The one remarkable thing about DiDonato is how she gives the impression that she’d rather you not feel sorry for her. Much of the accounts she shares in Dwarf encompass parts of her life that are as commonplace as any in any normal American girl’s life. When she relates an important conversation with her father over ice cream in which she asked about boys, wondering what they found “beautiful” (to which he sweetly responded by making an hourglass shape with his hands and reassuring her that she had that), I see a warm father and a typical tweenaged girl — not a dwarf. When she swoons in the book over her husband Eric, her real-life knight in shining armor, I can’t help but visualize a woman in love — not a “midget” in love. When she says things like “let’s be perfectly clear: I am not a midget, I am not a dwarf — please, just call me Tiffanie,” I’m mostly left quite satisfied with doing just that, and seeing her simply as “a woman with ideas, talent, and a sharp tongue.”
She’s not “remarkable” because there was never anything “unremarkable” about her to begin with. Unless you were her mother or father or one of her childhood friends, you couldn’t have truly known what this girl was made of — but if you thought you knew, it was because you’d taken one look at her and said, “Eh, she’s nothing special.”
Allow me to close on this:
Around this time a year ago, some bitter Knick fan in Jersey was considering dumping his allegiance to the boys in blue and orange and becoming just another Laker fan living in New York, for he’d grown weary after a long decade of basketball mediocrity. He didn’t know what 2012 would bring him and his entire city, that in less than a month’s time, some no-name, Harvard-educated Asian dude from the D-League sitting at the end of the bench would mean all the difference between another losing season and the revitalization of a once storied franchise — that he’d single handedly put his team back on the map in one of the greatest, most uplifting sports stories ever.
Ask Derek Fisher. Really, you just never know what can hit you.

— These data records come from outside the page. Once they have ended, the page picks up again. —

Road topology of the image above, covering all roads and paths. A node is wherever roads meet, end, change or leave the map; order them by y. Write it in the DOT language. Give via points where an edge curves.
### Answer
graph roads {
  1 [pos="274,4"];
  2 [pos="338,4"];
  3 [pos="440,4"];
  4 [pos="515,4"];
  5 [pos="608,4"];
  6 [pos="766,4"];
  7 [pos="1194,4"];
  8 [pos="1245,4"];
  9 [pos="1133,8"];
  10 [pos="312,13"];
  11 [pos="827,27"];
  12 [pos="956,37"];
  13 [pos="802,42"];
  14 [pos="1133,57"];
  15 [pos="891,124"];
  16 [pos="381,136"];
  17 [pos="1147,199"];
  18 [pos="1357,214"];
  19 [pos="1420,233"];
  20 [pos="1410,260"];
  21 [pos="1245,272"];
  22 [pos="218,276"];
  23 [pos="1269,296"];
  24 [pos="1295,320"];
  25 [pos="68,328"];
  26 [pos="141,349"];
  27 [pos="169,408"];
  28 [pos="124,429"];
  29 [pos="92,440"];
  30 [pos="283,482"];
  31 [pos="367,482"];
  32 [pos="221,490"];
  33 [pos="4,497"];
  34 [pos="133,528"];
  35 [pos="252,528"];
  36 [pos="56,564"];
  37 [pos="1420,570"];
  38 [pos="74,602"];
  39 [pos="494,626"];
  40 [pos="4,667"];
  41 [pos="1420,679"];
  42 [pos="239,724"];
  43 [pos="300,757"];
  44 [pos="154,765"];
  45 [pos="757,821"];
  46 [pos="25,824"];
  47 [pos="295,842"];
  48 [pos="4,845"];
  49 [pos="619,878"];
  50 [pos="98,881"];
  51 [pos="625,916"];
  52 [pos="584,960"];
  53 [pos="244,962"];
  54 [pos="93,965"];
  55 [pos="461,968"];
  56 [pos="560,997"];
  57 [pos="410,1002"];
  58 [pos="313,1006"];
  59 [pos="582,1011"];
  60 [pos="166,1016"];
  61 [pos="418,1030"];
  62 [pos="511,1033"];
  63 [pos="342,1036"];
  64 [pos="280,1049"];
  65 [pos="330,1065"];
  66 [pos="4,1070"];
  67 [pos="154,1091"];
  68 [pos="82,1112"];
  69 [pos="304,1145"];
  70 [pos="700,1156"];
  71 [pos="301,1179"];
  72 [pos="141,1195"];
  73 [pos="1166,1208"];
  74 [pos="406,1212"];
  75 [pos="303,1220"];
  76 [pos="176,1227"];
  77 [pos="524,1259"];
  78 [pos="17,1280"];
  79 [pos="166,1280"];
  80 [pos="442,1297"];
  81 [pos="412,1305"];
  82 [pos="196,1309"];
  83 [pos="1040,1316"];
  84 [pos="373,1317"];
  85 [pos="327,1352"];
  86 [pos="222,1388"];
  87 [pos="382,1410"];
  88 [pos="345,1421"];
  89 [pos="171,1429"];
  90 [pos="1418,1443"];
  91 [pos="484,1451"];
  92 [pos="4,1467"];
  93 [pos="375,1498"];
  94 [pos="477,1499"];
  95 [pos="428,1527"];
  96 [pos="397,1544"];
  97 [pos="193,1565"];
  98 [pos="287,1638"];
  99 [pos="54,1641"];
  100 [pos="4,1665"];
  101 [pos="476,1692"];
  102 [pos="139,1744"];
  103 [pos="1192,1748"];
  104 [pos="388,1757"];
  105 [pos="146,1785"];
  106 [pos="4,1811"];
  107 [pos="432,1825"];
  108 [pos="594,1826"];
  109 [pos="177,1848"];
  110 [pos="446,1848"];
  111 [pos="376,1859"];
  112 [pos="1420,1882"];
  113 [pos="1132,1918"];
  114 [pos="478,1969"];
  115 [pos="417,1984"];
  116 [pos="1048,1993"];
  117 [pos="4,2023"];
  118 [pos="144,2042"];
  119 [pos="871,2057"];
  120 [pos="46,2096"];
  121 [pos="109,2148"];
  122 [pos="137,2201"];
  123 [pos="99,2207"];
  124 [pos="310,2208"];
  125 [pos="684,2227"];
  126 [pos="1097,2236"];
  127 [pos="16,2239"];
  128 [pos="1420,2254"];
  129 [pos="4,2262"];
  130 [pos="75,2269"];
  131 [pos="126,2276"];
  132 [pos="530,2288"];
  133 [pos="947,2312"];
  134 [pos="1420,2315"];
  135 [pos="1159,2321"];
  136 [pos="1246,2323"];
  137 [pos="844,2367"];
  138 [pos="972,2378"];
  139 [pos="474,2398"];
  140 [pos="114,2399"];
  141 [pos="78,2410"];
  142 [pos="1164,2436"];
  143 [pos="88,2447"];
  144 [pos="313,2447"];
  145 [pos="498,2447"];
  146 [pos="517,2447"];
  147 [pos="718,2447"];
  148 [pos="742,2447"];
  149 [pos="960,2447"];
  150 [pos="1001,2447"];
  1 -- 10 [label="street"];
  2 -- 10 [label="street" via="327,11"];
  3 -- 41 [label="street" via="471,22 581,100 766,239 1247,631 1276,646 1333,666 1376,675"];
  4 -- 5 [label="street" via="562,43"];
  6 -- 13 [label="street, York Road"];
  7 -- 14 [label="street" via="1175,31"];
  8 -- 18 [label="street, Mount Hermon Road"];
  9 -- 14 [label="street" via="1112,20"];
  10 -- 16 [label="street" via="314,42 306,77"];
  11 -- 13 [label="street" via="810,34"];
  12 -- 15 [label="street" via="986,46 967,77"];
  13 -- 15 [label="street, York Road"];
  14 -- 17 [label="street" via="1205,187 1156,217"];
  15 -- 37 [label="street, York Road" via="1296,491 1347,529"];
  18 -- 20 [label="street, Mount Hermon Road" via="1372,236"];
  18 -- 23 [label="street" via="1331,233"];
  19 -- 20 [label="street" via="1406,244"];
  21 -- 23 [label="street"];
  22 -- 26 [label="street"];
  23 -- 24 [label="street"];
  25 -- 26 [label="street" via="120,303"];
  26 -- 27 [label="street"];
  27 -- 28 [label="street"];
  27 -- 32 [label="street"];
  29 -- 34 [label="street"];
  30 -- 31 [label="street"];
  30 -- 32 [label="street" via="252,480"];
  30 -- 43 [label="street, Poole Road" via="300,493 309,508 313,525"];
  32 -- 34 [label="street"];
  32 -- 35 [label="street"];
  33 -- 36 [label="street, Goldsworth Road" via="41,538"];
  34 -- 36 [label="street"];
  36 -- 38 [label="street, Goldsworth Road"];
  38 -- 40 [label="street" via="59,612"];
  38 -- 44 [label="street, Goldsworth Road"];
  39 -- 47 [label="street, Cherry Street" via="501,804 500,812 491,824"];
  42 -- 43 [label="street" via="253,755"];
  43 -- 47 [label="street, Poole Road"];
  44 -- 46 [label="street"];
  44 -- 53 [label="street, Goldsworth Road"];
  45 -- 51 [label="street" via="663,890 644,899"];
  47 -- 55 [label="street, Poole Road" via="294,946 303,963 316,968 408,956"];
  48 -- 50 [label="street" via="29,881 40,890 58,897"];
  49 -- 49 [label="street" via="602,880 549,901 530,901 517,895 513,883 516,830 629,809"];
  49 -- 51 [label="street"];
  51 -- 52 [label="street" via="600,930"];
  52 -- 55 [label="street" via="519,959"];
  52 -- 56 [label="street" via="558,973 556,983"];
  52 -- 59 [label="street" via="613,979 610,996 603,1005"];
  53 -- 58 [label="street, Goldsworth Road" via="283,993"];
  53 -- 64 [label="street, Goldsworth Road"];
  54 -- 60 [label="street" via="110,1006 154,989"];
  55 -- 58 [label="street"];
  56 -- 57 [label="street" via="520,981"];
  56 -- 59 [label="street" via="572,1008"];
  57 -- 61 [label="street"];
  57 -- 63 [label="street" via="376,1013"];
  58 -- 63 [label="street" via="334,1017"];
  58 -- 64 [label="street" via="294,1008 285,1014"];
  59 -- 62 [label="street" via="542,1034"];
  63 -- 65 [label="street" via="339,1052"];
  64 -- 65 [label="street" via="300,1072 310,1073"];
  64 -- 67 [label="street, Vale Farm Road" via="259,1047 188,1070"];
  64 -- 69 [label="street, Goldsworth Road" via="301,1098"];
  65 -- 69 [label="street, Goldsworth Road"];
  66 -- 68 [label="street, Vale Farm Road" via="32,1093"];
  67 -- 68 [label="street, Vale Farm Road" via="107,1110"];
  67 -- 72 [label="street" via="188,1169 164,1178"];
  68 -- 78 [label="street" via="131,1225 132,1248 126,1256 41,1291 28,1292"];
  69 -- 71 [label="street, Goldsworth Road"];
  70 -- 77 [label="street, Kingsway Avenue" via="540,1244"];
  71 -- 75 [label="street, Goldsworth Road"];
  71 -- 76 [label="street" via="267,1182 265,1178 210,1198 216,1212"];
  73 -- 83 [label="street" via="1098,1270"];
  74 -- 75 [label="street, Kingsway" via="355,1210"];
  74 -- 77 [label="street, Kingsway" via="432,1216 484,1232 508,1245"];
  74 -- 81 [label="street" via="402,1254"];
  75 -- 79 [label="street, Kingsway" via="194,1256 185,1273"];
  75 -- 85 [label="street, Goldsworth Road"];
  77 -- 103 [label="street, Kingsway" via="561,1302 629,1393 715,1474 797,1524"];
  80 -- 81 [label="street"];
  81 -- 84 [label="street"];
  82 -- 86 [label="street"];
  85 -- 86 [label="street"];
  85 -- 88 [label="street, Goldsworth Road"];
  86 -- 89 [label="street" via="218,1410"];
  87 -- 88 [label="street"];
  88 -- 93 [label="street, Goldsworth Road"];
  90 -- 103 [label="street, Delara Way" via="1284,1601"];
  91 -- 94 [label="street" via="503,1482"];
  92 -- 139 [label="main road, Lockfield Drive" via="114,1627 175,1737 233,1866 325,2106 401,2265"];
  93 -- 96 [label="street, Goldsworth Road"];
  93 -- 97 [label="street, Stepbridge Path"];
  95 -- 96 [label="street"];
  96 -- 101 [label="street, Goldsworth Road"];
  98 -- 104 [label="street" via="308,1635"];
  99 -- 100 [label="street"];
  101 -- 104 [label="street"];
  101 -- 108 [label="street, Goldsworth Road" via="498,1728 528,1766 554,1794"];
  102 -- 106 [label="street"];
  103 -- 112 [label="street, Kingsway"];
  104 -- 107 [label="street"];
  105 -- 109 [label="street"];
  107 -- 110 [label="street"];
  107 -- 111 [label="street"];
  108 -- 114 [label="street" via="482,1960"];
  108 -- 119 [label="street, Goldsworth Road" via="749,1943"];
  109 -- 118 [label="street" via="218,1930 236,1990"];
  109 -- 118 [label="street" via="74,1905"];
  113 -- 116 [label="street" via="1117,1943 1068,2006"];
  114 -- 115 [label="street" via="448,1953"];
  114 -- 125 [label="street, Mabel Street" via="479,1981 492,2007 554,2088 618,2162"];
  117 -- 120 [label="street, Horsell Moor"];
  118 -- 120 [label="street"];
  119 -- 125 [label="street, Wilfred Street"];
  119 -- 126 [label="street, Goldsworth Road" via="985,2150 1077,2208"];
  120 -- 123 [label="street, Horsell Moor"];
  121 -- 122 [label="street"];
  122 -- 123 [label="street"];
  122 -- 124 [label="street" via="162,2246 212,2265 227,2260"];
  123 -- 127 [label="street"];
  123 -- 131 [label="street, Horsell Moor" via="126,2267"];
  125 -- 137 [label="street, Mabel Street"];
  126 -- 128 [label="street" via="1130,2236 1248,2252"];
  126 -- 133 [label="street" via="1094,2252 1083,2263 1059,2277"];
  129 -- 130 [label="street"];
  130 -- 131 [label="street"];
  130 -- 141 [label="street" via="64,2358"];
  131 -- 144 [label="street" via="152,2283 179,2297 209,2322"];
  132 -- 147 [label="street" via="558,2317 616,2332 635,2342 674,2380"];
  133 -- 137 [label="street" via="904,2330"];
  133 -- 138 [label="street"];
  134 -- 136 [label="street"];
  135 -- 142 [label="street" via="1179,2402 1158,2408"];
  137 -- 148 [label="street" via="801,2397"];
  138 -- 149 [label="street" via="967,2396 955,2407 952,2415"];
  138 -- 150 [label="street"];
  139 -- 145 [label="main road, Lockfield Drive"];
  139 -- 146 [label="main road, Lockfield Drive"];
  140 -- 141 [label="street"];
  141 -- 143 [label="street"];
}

‘Do you know what four inches feels like?’ I asked. I wanted him to know I was a veteran and not going into all of this blindly.
He shook his head no.
‘Four inches was more pain than I ever thought possible the first time I had surgery. Every night, I felt the muscles in my legs twitch and jolt and bang against me from the inside out. It was horrible, and while I was doing it, I swore I never wanted to feel that much pain again. But now I know that I need to do this again. I also need it to be worth all that pain.’